Stored data:
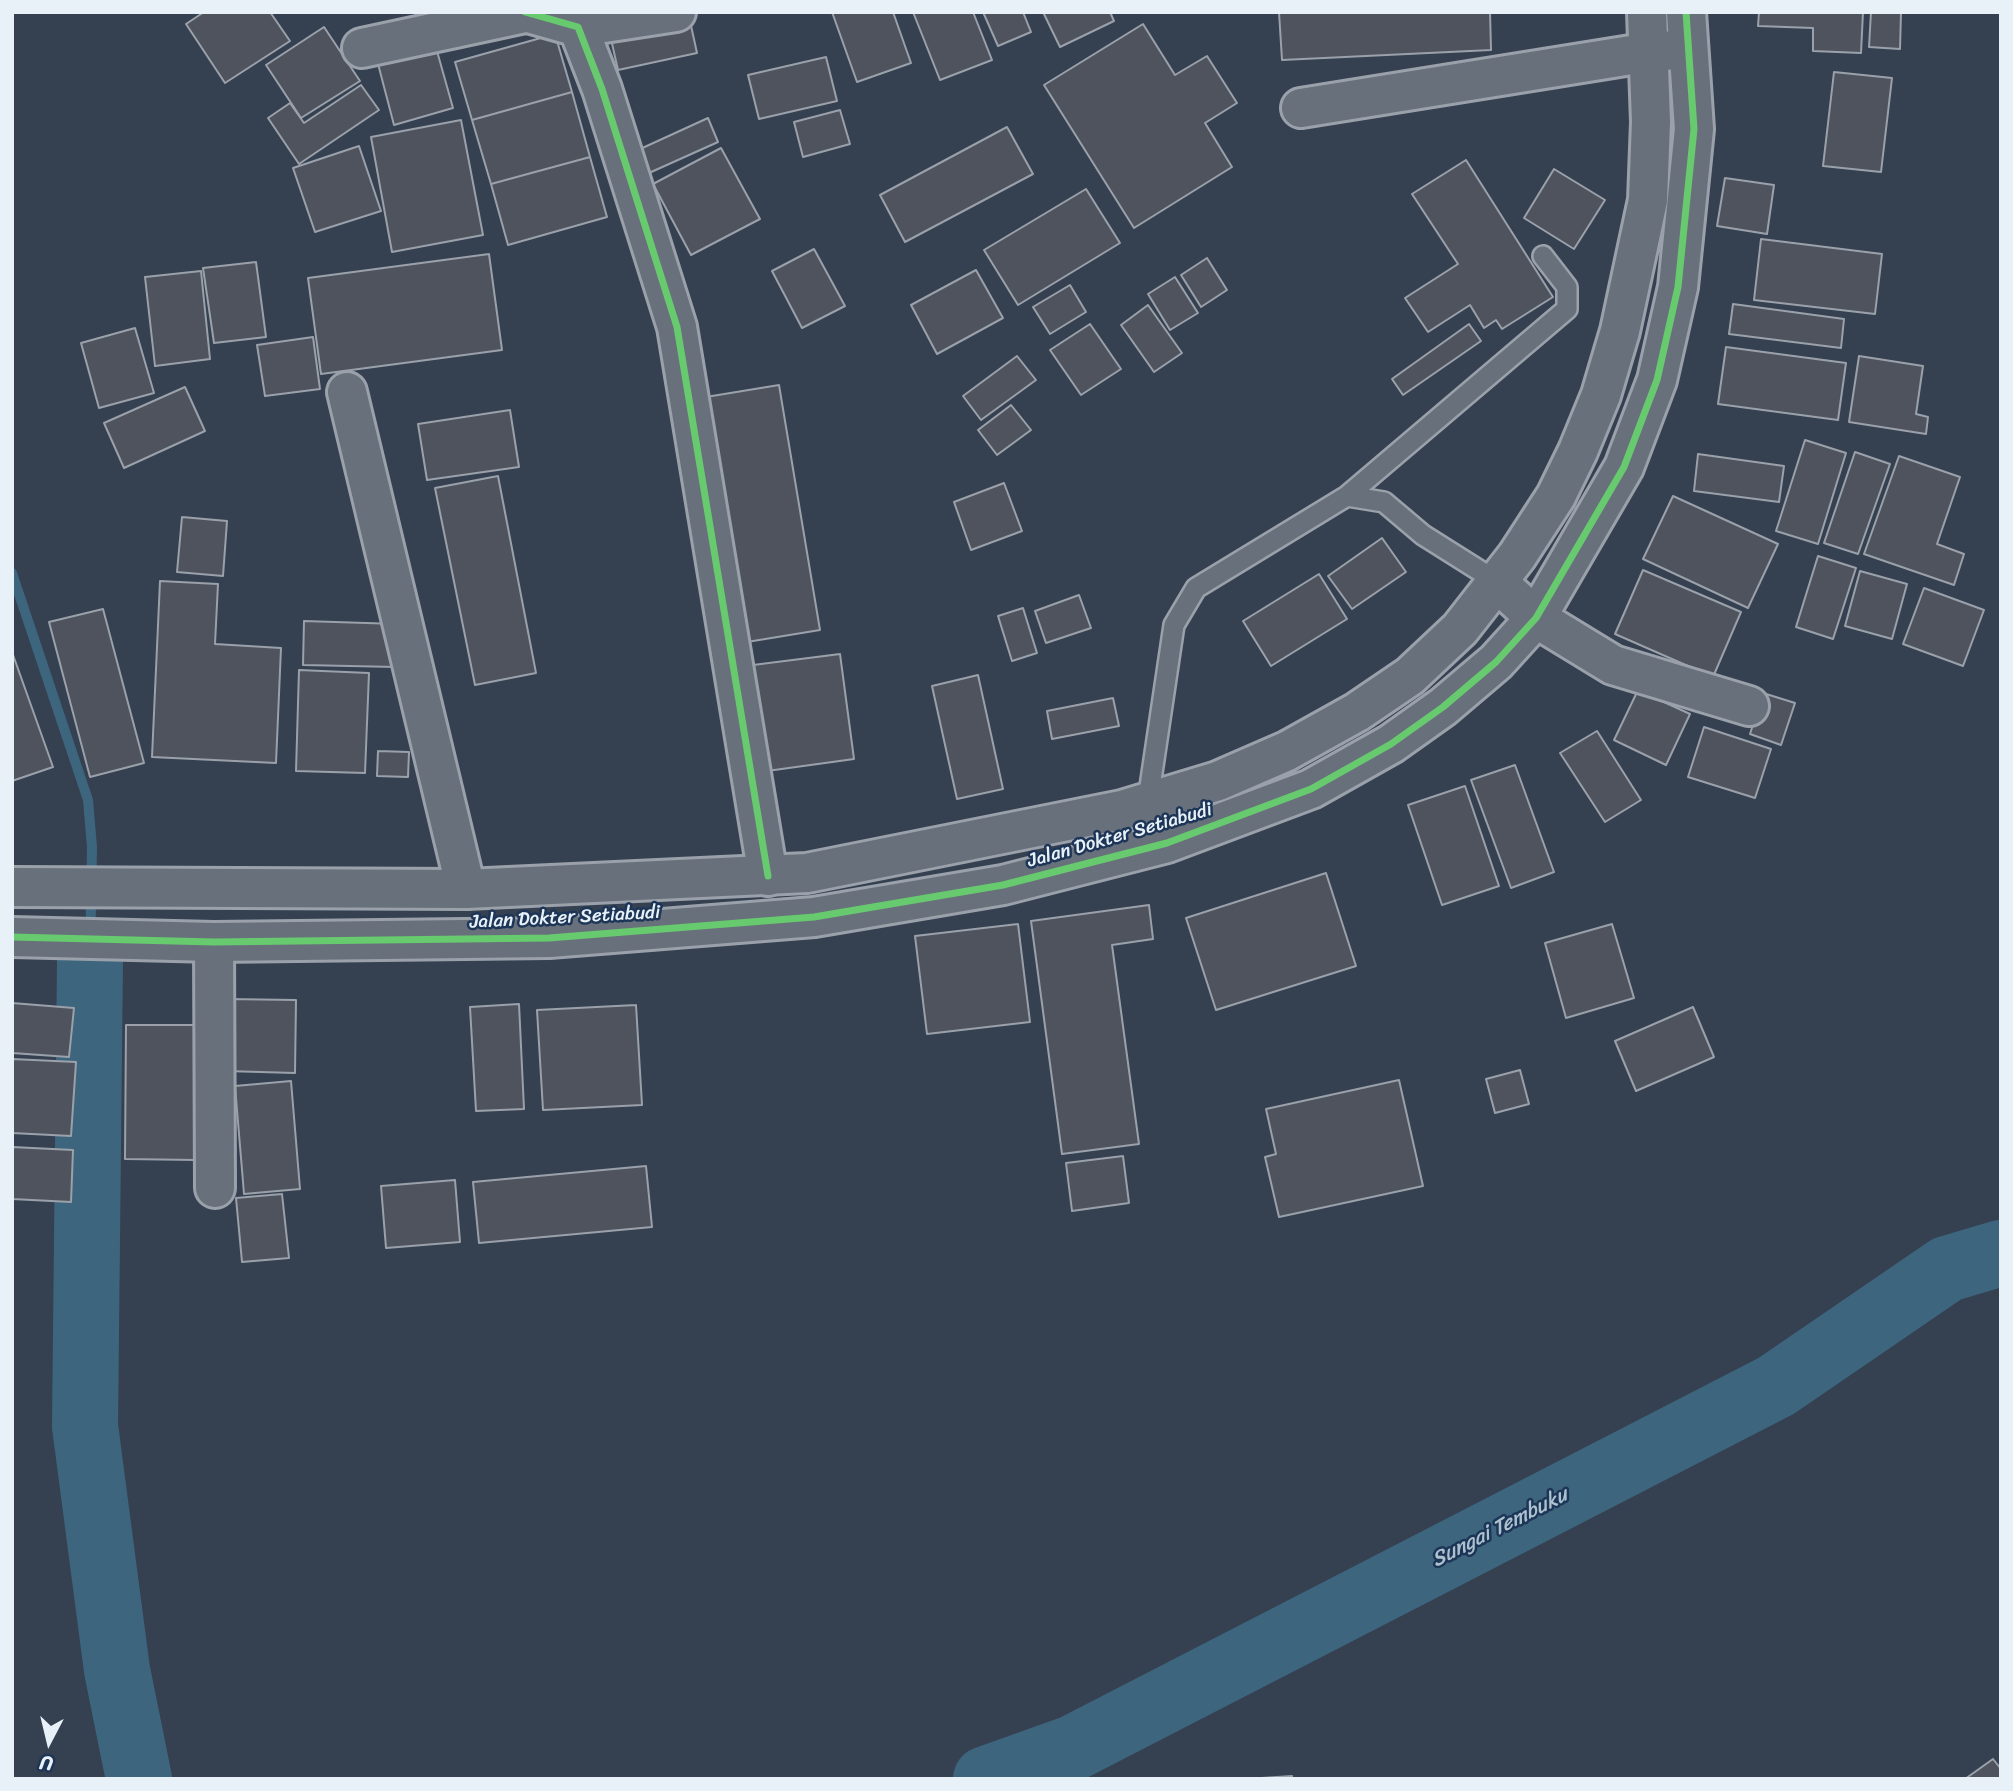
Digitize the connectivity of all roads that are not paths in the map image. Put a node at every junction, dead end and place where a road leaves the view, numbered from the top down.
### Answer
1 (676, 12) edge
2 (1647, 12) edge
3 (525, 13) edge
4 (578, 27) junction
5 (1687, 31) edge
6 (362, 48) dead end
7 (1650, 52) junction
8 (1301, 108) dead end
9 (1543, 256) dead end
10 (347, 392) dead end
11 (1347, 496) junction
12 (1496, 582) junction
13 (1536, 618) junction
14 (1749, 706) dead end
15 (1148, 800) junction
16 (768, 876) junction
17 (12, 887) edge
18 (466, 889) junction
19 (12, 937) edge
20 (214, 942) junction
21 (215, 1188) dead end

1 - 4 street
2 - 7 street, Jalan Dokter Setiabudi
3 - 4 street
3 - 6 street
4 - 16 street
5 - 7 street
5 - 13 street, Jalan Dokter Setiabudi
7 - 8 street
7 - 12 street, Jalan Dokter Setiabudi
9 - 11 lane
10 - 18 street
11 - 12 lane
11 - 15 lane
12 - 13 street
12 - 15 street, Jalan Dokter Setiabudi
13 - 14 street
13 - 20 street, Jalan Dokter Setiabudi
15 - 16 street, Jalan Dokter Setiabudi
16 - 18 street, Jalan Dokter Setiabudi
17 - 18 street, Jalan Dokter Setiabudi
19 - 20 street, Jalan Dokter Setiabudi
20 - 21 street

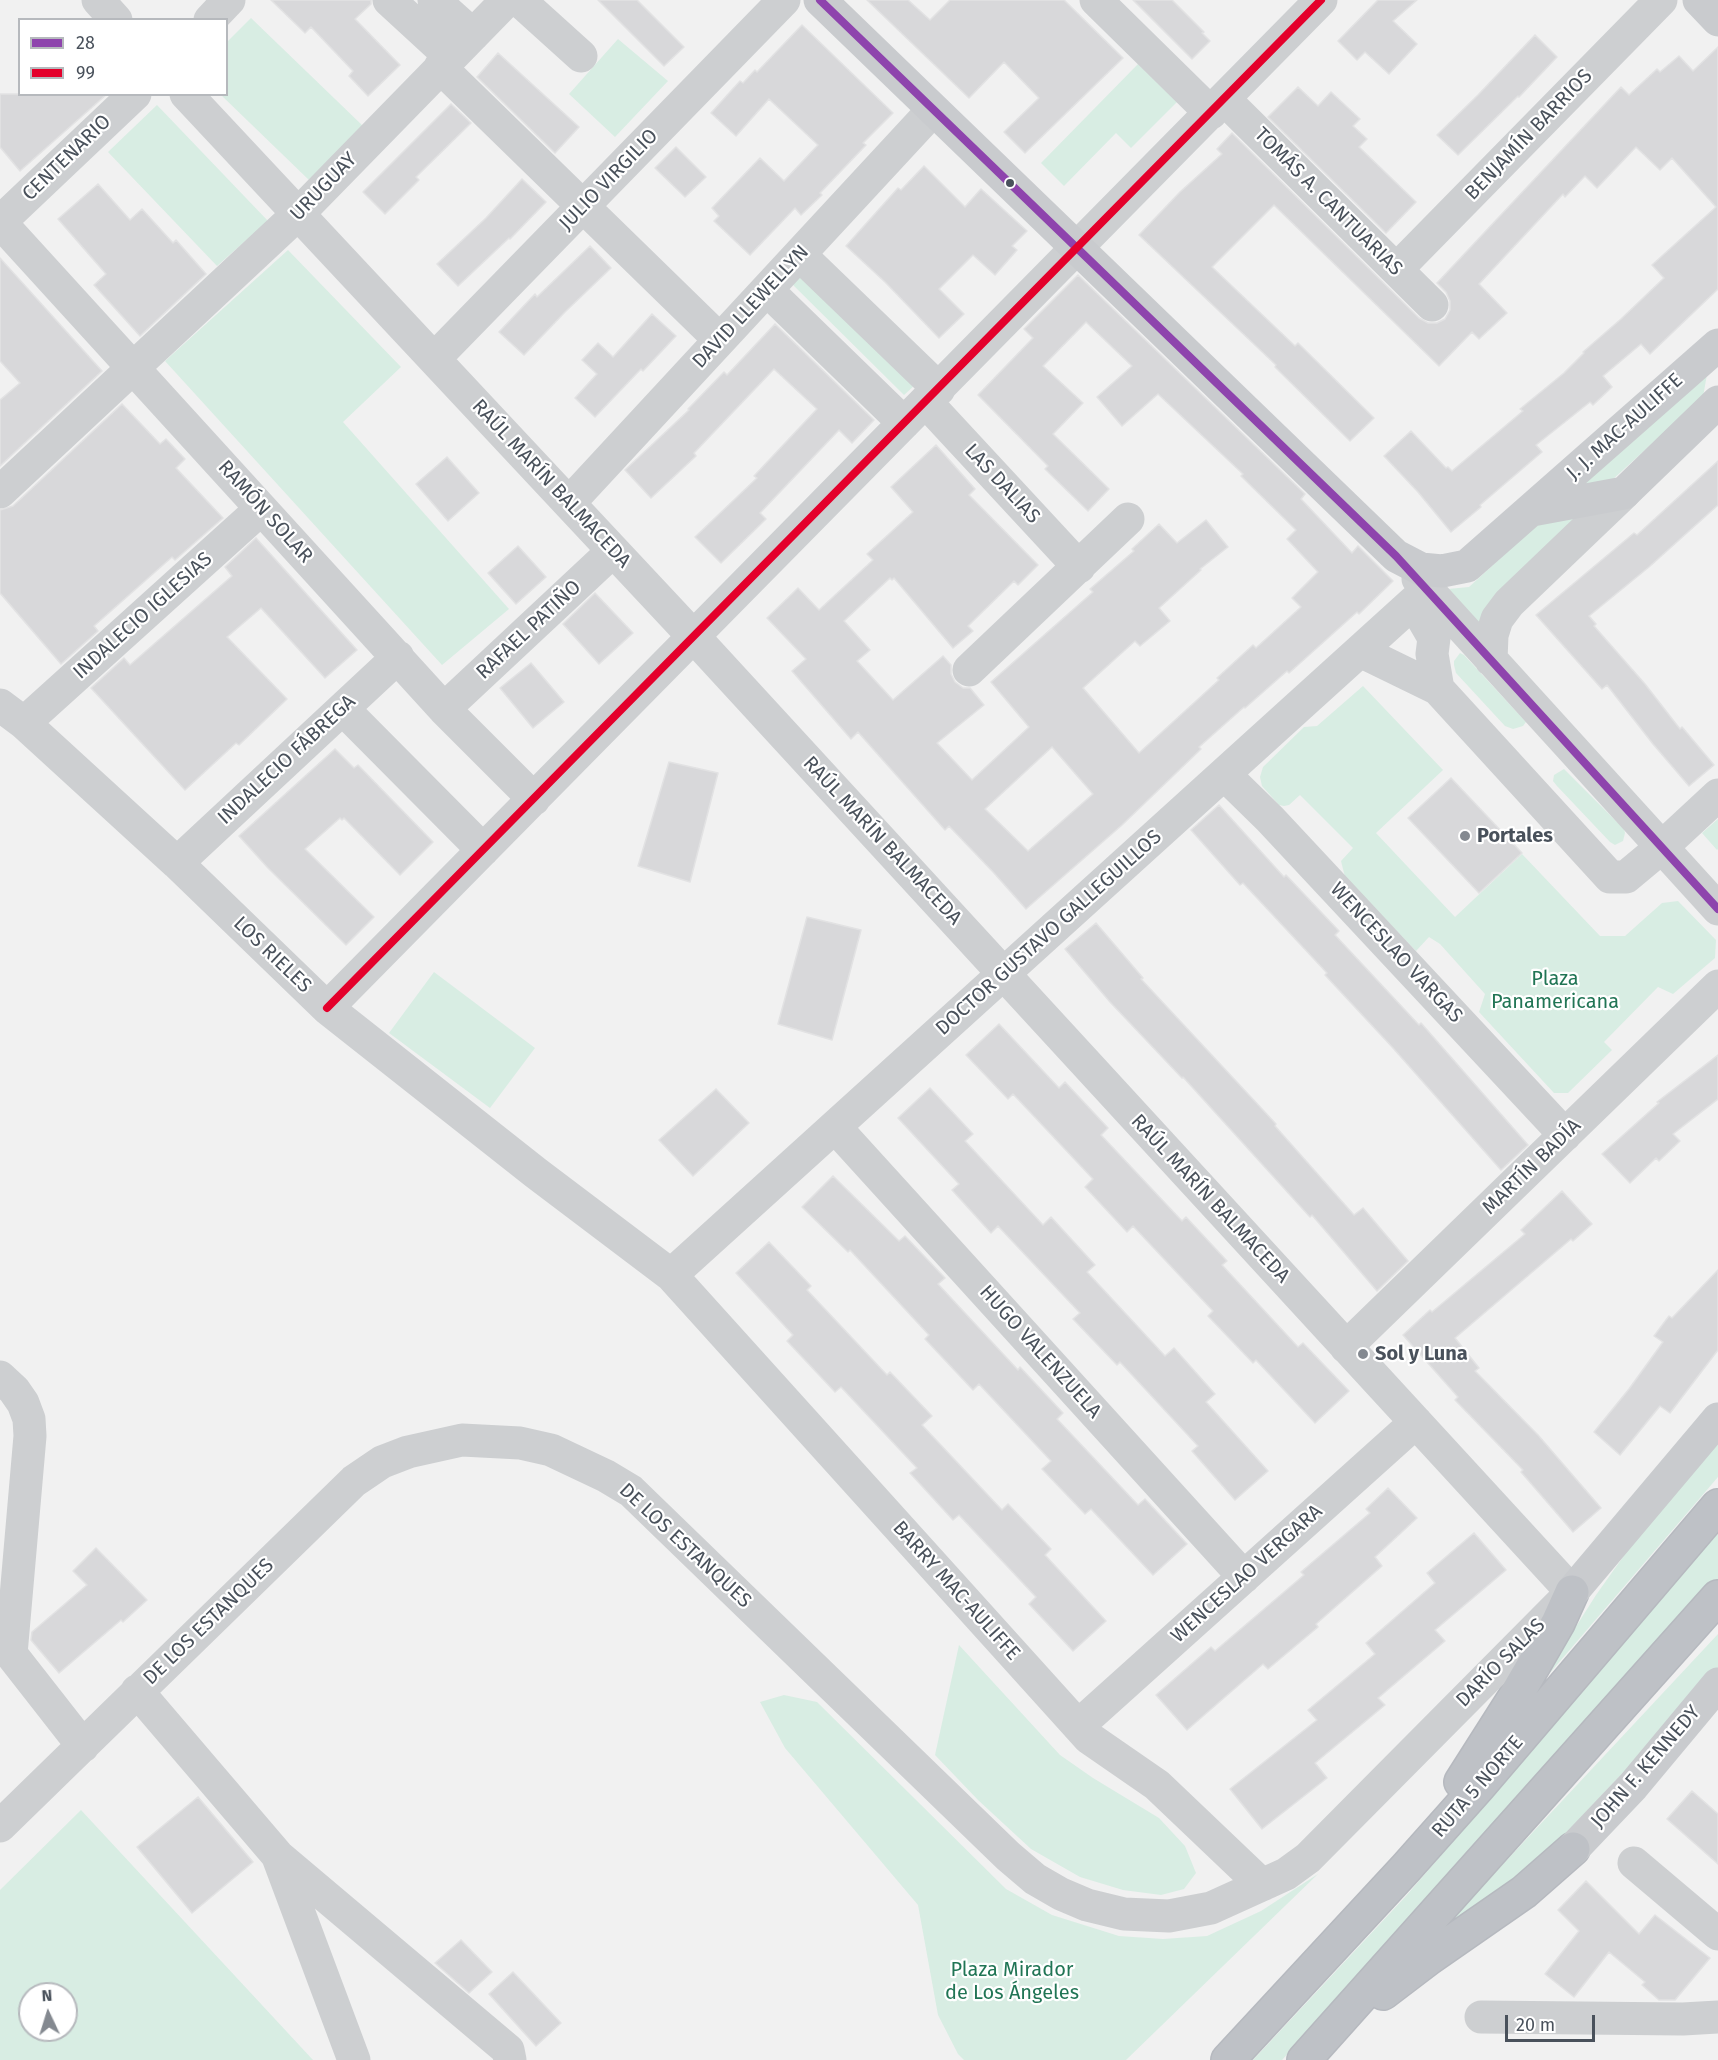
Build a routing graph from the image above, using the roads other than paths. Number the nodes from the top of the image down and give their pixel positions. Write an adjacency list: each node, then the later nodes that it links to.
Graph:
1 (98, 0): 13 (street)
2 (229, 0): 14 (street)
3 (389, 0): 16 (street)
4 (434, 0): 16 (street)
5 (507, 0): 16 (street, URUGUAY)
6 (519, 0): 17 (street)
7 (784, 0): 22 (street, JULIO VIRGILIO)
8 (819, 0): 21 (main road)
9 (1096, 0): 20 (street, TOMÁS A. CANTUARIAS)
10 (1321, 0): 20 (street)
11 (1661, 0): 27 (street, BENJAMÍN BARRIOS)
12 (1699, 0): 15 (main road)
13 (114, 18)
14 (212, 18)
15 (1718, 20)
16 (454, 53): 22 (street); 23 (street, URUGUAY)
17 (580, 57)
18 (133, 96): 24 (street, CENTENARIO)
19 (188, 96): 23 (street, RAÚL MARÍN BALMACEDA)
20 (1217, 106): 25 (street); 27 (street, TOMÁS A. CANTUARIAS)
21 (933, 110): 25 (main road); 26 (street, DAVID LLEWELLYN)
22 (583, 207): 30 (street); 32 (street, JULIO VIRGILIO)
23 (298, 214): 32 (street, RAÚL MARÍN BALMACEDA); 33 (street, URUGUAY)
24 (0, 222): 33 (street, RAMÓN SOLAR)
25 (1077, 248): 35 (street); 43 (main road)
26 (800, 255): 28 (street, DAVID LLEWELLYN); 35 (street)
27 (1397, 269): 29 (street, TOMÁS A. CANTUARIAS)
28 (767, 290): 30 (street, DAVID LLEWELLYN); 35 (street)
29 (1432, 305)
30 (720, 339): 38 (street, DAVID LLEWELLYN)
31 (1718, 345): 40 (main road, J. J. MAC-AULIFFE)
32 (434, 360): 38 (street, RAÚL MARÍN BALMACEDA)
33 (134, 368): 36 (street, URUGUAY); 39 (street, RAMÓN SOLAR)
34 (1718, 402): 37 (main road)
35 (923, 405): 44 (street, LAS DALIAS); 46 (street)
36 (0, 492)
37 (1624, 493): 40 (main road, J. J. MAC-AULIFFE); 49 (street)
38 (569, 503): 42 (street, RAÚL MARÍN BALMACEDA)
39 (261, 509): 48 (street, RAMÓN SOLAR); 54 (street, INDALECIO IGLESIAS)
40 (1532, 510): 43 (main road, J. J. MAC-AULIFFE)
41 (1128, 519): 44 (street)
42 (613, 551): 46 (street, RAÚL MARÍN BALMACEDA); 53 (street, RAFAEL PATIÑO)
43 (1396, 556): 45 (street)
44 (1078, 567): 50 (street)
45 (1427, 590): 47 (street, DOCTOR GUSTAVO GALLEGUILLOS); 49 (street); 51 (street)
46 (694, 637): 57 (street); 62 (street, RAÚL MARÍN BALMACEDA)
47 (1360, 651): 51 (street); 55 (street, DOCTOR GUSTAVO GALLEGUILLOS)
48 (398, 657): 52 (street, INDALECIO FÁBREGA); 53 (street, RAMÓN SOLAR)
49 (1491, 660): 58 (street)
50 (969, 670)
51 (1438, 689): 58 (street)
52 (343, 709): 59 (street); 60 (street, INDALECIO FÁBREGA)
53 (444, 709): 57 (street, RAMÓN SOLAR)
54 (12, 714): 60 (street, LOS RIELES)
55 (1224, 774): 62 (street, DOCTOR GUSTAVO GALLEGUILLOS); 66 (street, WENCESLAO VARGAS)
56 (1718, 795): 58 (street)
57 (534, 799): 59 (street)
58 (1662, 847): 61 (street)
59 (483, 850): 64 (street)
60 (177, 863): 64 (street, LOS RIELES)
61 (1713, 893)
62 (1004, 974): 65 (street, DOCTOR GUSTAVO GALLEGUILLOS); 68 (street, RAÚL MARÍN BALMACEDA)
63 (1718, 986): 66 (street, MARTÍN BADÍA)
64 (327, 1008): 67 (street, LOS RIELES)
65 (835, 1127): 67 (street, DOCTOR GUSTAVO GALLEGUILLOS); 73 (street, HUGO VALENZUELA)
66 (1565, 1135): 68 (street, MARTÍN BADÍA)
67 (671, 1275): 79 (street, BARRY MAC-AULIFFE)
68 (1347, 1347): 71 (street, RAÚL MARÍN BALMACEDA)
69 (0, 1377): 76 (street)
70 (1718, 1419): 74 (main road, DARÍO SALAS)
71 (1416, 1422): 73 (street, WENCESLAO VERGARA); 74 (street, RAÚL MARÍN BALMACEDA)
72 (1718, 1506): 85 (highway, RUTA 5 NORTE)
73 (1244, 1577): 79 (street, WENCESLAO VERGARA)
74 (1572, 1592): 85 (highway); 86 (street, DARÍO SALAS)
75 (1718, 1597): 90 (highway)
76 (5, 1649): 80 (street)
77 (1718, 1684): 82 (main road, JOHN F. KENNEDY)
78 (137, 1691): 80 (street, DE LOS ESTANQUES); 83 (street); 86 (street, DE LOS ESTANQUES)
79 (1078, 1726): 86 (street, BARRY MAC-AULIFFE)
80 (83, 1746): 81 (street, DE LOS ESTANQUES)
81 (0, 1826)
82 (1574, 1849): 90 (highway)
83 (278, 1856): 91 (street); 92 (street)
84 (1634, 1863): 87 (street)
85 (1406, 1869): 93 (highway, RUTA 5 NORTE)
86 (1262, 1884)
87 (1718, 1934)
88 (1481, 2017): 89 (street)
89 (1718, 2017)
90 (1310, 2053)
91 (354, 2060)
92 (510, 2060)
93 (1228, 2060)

TASK BRIEF: Among the lines above, show every one that contains the string "JULIO".

TASK SOLUTION:
7 (784, 0): 22 (street, JULIO VIRGILIO)
22 (583, 207): 30 (street); 32 (street, JULIO VIRGILIO)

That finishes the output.